Тристрам сильно похудел, и у него отросла жесткая борода. Его давно перевели из Центра временного содержания на Франклин-роуд в мужское отделение огромного столичного Института коррекции, в Пентонвилль. Заросший Тристрам все больше «зверел»: частенько – совсем как горилла в клетке – тряс решетчатую дверь камеры, с угрюмым видом скреб стены, выцарапывая грязные непристойности, и переругивался с тюремщиками.

Теперь это был совсем другой человек.

Тристрам жалел, что рядом нет Джослина и этого милого мальчика Уилтшира: он бы им устроил веселую жизнь. И не задумался бы. Что же касается Дерека… Тристрам бредил наяву, представляя себе различные приятнейшие картины: он выдавливает Дереку глаза, кастрирует его хлебным ножом и т. д., и т. п.

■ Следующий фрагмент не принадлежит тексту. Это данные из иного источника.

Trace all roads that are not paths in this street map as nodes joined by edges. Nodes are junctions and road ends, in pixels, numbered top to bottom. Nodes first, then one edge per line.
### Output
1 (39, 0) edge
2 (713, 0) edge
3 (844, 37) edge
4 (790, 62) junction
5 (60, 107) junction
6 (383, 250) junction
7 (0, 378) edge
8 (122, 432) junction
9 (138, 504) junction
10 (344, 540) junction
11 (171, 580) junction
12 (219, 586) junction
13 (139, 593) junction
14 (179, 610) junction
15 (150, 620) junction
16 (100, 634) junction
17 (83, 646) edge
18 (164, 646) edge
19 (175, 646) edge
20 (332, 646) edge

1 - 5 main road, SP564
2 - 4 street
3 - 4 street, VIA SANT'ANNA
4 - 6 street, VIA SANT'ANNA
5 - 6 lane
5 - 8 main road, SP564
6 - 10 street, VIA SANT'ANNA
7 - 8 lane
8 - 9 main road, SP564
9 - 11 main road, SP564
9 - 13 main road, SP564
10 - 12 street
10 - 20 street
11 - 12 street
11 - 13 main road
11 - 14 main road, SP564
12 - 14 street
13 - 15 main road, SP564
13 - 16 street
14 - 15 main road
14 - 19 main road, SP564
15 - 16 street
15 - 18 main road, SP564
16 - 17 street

Сокамерником Тристрама был пропахший плесенью ветеран– рецидивист лет шестидесяти – карманник, фальшивомонетчик, браконьер, – державшийся с мрачным достоинством.

– Если бы мне было даровано благо книжного знания, как вам, – заявил он как-то октябрьским утром, – то еще неизвестно, каких бы высот я достиг.

Тристрам потряс решетчатую дверь камеры и зарычал. Его сокамерник продолжал ремонтировать зубной протез верхней челюсти с помощью замазки, которую стянул в одной из мастерских.

– Несмотря на удовольствие, которое доставляло мне ваше общество на протяжении более чем месяца, я не могу сказать, что покину это место с сожалением, особенно если такая погода продержится еще некоторое время. Тем не менее я не сомневаюсь, что буду иметь честь возобновить знакомство с вами в не слишком отдаленном будущем.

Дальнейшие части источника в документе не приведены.